Uncertainty Quantification in Machine Learning Based Segmentation: A Post-Hoc Approach for Left Ventricle Volume Estimation in MRI
F. Terhag, P. Knechtges, A. Basermann, R. Tempone
TL;DR
The paper tackles uncertain LV volume estimation from Cardiac MRI segmentations by proposing a post-hoc uncertainty framework that couples Itô stochastic differential equation dynamics for inner slices with a hierarchical gamma jump model for outer slices. This segmentation-agnostic approach uses a compact parameter set and a likelihood-based fitting procedure, including moment-matching surrogates for SDE transitions, and is validated on the M&Ms and ACDC datasets, demonstrating better uncertainty calibration and robustness to vendor/protocol shifts. The work yields a practical, data-efficient method to produce bias-free, non-negative uncertainty estimates that reflect real-world variability, enabling clinicians to identify unreliable predictions and compare segmentation methods across centers. Overall, this framework advances reliable automated LV volume estimation by providing quantified uncertainty without retraining segmentation models, thereby supporting safer clinical decision-making.
Abstract
Recent studies have confirmed cardiovascular diseases remain responsible for highest death toll amongst non-communicable diseases.

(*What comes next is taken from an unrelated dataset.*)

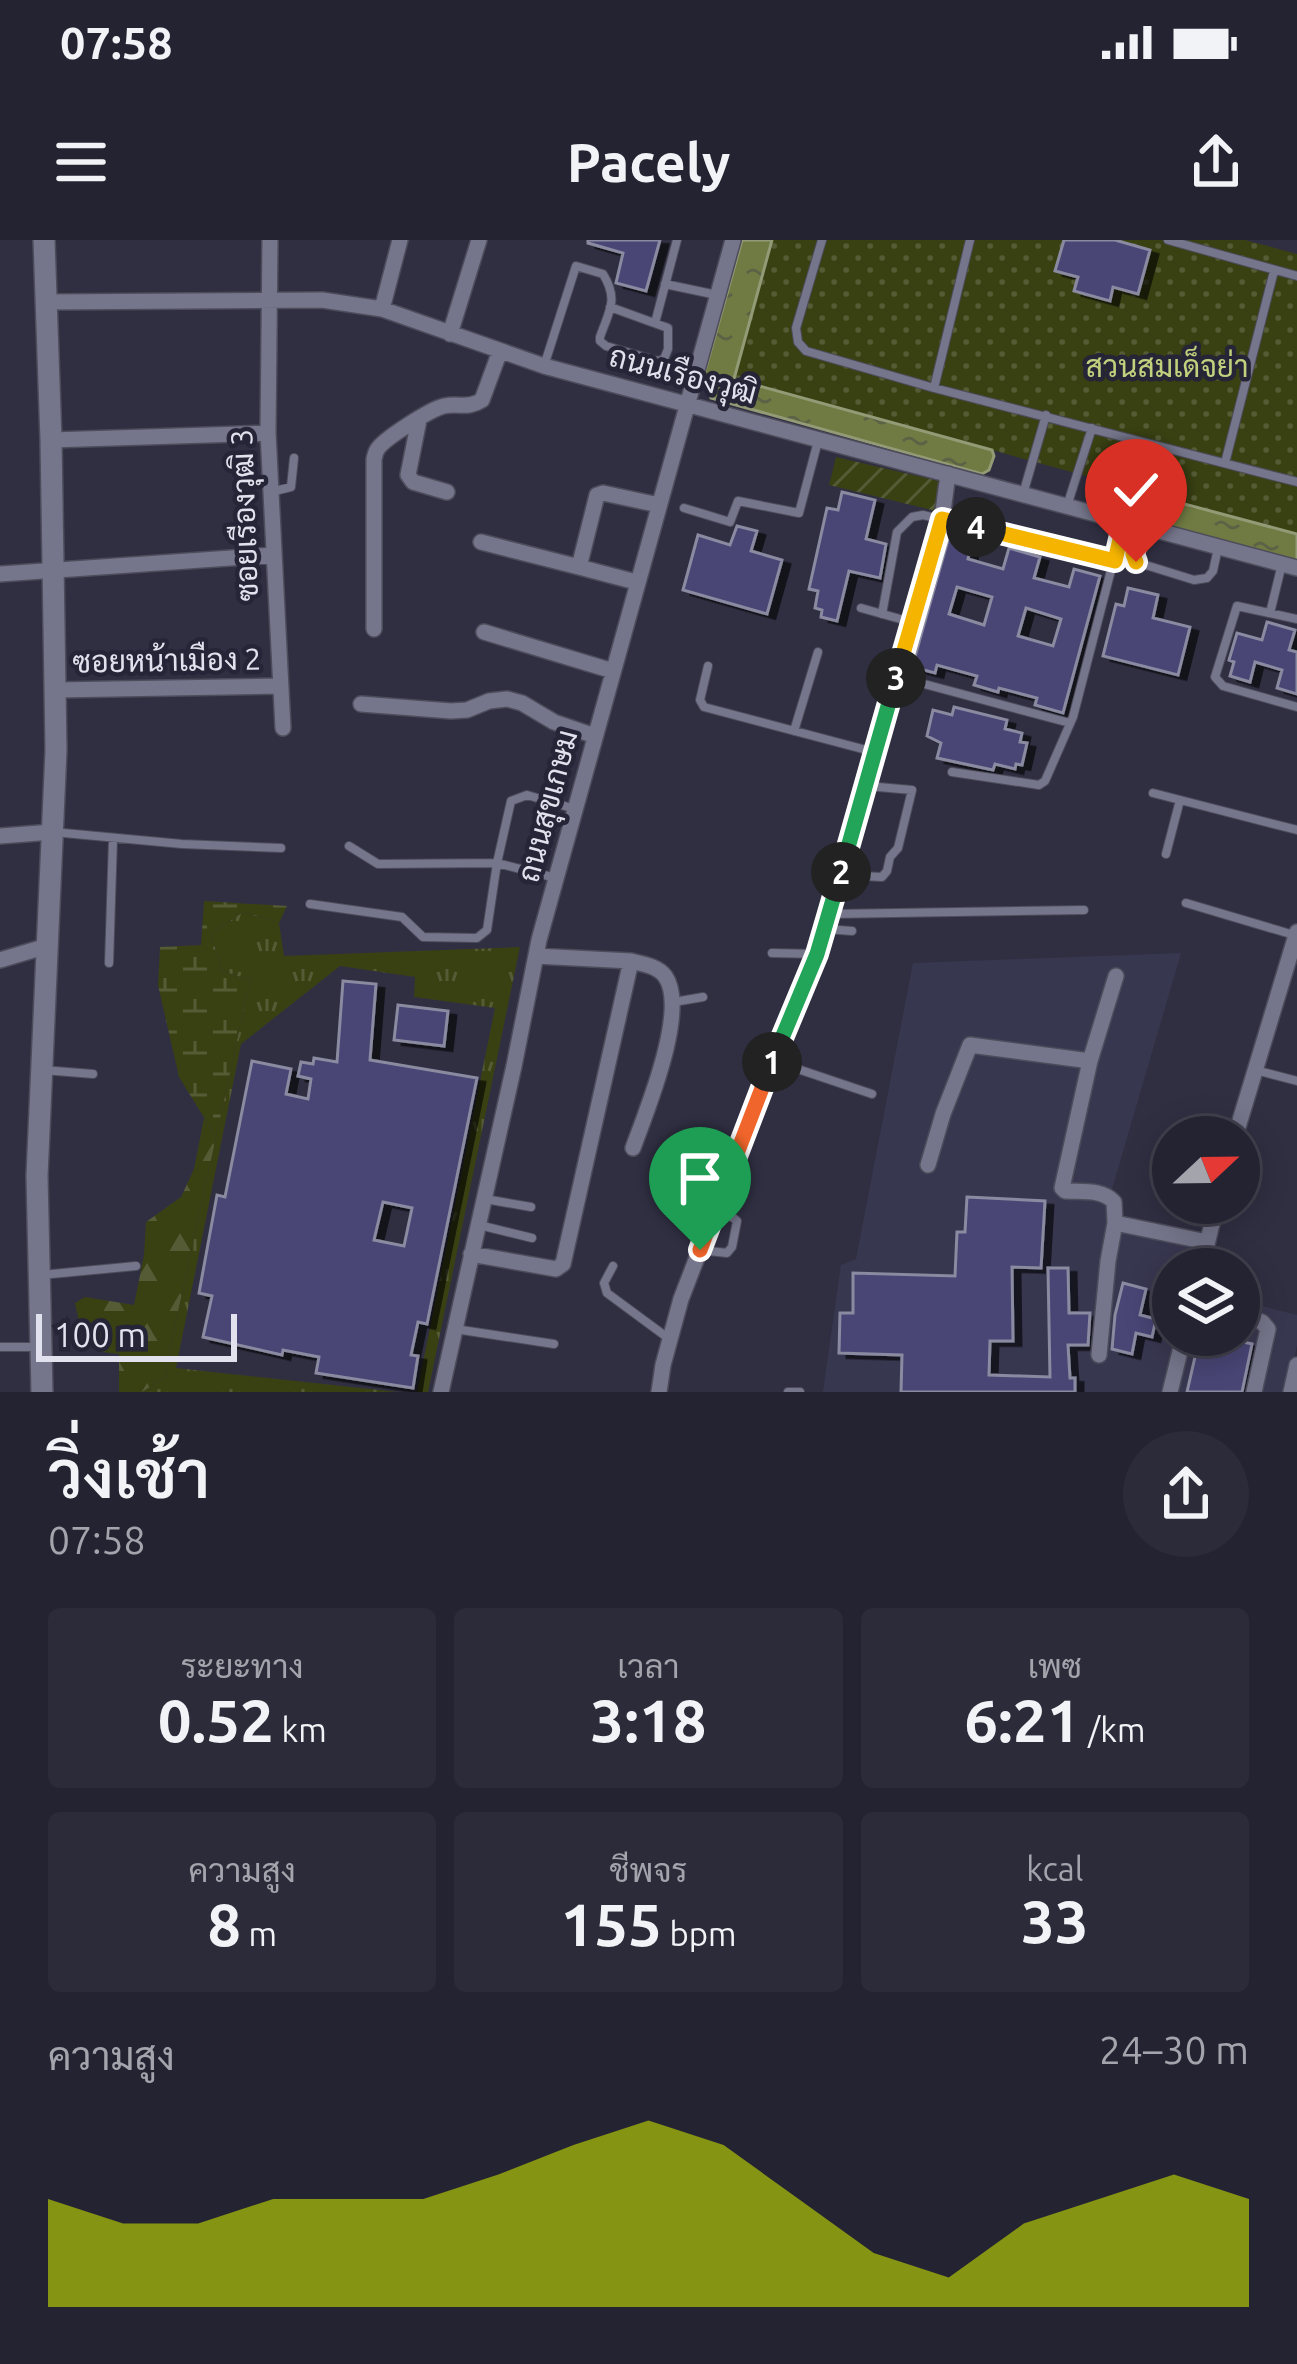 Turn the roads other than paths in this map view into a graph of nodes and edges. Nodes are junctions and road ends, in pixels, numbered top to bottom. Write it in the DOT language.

Accurate left ventricular (LV) volume estimation is critical for valid diagnosis and management of various cardiovascular conditions, but poses significant challenge due to inherent uncertainties associated with segmentation algorithms in magnetic resonance imaging (MRI). Recent machine learning advancements, particularly U-Net-like convolutional networks, have facilitated automated segmentation for medical images, but struggles under certain pathologies and/or different scanner vendors and imaging protocols. This study proposes a novel methodology for post-hoc uncertainty estimation in LV volume prediction using Itô stochastic differential equations (SDEs) to model path-wise behavior for the prediction error. The model describes the area of the left ventricle along the heart's long axis. The method is agnostic to the underlying segmentation algorithm, facilitating its use with various existing and future segmentation technologies. The proposed approach provides a mechanism for quantifying uncertainty, enabling medical professionals to intervene for unreliable predictions. This is of utmost importance in critical applications such as medical diagnosis, where prediction accuracy and reliability can directly impact patient outcomes. The method is also robust to dataset changes, enabling application for medical centers with limited access to labeled data. Our findings highlight the proposed uncertainty estimation methodology's potential to enhance automated segmentation robustness and generalizability, paving the way for more reliable and accurate LV volume estimation in clinical settings as well as opening new avenues for uncertainty quantification in biomedical image segmentation, providing promising directions for future research.